Türkiye için acil hukuk aranıyor
Nuh Gönültaş 01 Ocak 1970
Bir hukuk devletinde elbette gerektiğinde yöneten-yönetilen herkes, ama herkes için hukuki takibat yapılabilir.
İnsanlar bir kısım eylemleri yüzünden hakim karşısına çıkarılabilir.
Sonuçta, cezalandırılabilir de serbest de kalabilir…
Ama bütün bunlar hukuk içinde, yasalar çerçevesinde olur.
Kimse keyfi karar veremez. Çünkü bilir ki, yasalara aykırı, keyfi karar ve tutumlar hukukun diğer temyiz kurumlarından dönecektir.
Dolayısıyla…
Yargılanan da yargılayan da yasaların, hukukun teminatı altındadır.
Yargılanan bilir ki, ilgili davada yasa dışı bir tutumu yoksa serbest kalacaktır.
Bir hukuk devletinde bir savcı, vatandaşı ifadeye davet ettiğinde ya da sorguya çağırdığında çağrılan hiç endişe etmez.

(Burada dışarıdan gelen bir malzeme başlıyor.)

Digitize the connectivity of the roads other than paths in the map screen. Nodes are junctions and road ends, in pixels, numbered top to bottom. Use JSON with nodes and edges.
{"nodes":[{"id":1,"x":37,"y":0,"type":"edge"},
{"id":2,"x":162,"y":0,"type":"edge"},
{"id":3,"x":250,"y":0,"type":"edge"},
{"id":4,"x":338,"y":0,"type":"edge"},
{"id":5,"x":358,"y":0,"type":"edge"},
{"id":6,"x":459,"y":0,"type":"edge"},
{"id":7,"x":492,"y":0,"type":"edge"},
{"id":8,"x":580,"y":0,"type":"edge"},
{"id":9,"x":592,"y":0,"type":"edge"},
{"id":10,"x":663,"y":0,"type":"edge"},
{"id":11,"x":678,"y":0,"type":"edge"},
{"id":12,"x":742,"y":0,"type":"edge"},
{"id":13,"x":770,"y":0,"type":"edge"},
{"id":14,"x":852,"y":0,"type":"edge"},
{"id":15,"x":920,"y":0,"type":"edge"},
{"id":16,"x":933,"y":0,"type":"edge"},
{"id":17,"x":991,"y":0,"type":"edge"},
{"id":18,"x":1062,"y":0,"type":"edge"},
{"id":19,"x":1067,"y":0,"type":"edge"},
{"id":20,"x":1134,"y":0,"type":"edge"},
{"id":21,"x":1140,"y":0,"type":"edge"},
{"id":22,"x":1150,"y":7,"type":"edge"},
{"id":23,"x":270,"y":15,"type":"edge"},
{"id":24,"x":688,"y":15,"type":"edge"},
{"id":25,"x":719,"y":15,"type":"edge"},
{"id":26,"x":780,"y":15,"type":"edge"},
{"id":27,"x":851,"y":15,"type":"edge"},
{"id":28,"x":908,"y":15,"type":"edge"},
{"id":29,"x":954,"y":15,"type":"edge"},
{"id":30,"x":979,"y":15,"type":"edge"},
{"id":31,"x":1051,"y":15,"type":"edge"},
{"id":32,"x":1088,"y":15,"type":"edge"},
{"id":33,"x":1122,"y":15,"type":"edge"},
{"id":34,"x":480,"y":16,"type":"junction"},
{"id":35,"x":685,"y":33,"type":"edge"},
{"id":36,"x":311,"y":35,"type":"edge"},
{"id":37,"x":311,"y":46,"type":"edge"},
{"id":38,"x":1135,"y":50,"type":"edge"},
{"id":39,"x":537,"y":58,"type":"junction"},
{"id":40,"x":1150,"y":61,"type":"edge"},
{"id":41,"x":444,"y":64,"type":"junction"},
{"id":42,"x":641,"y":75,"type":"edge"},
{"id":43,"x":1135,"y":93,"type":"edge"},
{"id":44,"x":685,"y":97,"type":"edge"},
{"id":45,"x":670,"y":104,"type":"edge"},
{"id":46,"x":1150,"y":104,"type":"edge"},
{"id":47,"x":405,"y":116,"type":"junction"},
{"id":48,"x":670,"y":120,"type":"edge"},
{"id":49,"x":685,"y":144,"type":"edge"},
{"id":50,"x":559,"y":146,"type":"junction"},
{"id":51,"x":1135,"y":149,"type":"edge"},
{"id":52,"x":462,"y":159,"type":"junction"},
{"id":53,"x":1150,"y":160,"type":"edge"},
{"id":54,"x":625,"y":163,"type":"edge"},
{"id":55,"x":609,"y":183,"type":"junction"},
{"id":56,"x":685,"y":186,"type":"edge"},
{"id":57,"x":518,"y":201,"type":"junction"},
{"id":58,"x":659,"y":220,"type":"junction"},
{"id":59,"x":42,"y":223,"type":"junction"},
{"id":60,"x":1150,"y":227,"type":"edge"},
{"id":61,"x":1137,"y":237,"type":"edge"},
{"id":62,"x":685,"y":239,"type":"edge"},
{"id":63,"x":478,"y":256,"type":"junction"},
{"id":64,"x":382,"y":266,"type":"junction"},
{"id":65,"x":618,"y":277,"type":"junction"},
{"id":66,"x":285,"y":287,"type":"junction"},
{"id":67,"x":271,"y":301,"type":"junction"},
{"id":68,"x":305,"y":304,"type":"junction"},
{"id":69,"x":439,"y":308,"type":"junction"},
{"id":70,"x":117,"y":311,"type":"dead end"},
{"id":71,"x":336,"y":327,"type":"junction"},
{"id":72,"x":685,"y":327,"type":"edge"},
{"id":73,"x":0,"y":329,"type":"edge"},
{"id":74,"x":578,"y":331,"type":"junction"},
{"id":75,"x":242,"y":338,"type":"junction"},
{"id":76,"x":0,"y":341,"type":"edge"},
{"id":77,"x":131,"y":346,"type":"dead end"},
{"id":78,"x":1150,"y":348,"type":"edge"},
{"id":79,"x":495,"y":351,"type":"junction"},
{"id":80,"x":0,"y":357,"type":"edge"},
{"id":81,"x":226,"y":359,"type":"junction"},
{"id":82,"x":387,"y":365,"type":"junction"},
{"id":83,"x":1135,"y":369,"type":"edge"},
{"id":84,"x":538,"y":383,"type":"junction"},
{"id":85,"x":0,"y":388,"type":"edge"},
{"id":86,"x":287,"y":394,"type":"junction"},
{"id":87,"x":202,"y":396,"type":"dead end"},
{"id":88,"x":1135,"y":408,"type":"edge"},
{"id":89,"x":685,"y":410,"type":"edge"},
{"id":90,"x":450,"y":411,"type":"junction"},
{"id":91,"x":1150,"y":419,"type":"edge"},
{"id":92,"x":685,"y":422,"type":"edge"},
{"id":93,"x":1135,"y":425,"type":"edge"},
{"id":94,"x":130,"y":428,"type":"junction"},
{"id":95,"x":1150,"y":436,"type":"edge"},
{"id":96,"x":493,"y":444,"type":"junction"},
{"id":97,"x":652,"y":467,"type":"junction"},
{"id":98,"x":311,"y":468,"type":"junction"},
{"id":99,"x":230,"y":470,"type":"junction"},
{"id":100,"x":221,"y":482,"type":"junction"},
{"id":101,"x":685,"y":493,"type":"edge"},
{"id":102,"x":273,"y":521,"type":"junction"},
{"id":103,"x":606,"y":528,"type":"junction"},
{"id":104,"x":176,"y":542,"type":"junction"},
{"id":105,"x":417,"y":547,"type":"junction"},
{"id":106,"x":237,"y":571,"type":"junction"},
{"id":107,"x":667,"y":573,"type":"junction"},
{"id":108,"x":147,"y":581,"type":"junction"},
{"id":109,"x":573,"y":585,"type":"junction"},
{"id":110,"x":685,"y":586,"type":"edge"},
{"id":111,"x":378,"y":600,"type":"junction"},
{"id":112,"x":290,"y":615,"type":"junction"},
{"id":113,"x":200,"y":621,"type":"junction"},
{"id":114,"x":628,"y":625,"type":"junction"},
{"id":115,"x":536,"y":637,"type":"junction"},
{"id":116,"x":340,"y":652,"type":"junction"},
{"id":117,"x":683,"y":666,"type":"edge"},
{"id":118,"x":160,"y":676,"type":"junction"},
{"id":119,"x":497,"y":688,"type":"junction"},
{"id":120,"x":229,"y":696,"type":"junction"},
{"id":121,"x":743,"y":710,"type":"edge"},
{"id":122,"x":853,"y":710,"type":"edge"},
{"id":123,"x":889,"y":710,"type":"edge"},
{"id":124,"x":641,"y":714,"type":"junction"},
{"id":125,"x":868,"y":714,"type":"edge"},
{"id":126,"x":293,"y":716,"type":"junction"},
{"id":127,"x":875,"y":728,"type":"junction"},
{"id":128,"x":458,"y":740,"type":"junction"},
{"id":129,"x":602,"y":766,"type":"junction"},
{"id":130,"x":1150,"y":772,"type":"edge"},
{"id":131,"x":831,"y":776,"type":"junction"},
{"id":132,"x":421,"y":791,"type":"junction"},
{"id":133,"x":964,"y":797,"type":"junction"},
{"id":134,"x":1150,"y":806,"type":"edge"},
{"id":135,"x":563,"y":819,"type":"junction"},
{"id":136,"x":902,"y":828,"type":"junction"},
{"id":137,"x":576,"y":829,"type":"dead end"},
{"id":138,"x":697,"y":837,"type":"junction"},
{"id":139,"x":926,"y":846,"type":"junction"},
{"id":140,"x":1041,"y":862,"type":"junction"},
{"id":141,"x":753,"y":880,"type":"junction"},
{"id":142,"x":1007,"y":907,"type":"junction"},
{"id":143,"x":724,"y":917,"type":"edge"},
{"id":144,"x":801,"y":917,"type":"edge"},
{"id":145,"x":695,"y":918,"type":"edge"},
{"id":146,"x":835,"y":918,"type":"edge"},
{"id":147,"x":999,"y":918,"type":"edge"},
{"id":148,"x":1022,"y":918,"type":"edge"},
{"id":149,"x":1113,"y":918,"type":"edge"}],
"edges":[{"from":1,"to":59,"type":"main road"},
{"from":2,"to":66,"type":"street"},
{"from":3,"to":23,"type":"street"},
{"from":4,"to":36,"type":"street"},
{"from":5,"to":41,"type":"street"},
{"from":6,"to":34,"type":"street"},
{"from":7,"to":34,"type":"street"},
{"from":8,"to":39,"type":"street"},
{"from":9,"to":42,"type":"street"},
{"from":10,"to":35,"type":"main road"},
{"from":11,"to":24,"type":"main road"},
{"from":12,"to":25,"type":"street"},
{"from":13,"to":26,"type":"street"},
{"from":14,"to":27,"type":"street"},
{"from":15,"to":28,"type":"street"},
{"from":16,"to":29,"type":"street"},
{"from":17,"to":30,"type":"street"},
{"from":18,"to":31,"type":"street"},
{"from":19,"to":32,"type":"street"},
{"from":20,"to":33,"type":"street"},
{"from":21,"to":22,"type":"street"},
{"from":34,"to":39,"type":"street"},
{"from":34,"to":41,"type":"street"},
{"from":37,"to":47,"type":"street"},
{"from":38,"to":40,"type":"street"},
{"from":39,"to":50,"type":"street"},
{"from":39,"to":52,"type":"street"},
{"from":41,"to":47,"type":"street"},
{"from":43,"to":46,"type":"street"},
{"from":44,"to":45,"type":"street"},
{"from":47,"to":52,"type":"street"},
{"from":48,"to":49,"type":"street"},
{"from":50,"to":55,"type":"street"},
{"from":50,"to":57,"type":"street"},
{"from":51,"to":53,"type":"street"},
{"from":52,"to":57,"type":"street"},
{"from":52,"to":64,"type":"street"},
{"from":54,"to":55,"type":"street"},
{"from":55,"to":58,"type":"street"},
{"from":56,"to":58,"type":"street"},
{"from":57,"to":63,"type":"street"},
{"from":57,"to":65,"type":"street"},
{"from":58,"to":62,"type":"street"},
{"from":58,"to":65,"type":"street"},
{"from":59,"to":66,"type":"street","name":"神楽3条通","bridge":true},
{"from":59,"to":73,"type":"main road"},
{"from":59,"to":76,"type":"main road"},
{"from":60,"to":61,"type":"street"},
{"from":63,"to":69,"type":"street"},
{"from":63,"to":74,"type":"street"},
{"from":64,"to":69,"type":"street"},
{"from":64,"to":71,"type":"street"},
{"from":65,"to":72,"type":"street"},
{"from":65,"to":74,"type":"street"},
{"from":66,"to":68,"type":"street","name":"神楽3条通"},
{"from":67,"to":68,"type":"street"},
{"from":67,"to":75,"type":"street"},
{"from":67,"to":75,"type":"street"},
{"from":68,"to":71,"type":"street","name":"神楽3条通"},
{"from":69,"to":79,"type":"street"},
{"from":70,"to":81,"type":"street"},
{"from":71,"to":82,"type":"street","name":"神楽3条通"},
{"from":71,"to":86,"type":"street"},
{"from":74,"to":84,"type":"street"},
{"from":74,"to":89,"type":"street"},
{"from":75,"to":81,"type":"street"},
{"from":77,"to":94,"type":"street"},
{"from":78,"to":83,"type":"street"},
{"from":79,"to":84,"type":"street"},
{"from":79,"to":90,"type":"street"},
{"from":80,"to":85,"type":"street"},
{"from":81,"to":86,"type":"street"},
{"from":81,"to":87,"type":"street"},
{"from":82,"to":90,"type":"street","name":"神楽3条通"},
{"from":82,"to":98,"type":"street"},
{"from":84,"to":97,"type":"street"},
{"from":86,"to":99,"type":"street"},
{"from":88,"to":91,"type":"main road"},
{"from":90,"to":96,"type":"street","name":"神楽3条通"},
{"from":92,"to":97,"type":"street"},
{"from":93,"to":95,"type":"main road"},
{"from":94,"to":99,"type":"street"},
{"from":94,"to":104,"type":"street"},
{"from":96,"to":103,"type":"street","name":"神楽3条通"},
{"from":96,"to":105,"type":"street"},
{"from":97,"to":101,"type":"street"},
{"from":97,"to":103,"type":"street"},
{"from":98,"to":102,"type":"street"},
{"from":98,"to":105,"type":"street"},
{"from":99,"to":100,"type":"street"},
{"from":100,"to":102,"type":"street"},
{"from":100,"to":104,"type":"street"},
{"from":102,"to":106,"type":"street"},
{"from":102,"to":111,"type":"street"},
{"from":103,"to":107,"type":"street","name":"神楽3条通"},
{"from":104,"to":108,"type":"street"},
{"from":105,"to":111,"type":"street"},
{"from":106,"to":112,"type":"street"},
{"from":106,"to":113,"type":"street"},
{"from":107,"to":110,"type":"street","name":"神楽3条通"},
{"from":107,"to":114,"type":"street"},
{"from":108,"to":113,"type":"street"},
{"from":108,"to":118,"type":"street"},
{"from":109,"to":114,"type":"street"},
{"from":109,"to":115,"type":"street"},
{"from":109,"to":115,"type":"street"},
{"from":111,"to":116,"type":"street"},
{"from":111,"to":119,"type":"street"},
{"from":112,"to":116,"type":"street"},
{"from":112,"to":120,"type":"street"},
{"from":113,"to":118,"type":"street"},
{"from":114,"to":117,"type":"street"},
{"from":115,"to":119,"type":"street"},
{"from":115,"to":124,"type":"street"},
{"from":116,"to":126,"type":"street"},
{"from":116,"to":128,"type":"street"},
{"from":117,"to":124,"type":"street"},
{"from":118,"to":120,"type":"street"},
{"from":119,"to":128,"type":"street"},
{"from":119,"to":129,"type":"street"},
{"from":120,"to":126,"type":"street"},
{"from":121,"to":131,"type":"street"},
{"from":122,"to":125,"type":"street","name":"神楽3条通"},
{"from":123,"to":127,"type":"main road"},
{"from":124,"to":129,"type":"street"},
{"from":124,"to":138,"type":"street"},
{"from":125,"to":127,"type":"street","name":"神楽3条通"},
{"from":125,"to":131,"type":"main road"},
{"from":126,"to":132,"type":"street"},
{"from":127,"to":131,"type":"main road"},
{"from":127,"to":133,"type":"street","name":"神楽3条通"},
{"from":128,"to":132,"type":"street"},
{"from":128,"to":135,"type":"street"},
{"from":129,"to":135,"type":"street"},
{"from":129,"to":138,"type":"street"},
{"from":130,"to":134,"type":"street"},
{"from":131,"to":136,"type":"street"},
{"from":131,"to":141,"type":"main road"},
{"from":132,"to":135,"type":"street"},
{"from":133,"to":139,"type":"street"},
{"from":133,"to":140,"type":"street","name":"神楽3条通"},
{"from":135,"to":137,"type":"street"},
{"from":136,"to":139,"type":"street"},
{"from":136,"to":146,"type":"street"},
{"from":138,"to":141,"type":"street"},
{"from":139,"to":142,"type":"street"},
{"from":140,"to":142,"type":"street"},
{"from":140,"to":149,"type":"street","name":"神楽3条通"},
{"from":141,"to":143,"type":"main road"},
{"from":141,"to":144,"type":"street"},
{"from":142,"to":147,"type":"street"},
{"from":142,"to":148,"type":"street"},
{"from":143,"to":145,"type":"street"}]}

Çünkü “Burası bir hukuk devleti, burada hukuka aykırı iş olmaz. Hasbelkader olursa bile bir sonraki aşamada tekrar hukuk yoluna girilir” diye düşünür.
Peki, hukuka olan bu güven ortadan kalktığında ne olur?
Mahkemelerle muhatap olan herkes başına ne geleceğini önceden kestiremez.
Çünkü ülkede verilen mahkeme kararlarının hukuk ile ilgisi yoktur. Mahkemeler suçlu suçsuz ayrımı yaparken hukuk ve yasalar yerine başka ölçüler kullanmaya başlar.
Tıpkı darbe dönemlerinde olduğu gibi.
Tıpkı bugün Türkiye’de olduğu gibi!
- Bir süreden beri Türkiye’de hukuk rafa kaldırılmıştır.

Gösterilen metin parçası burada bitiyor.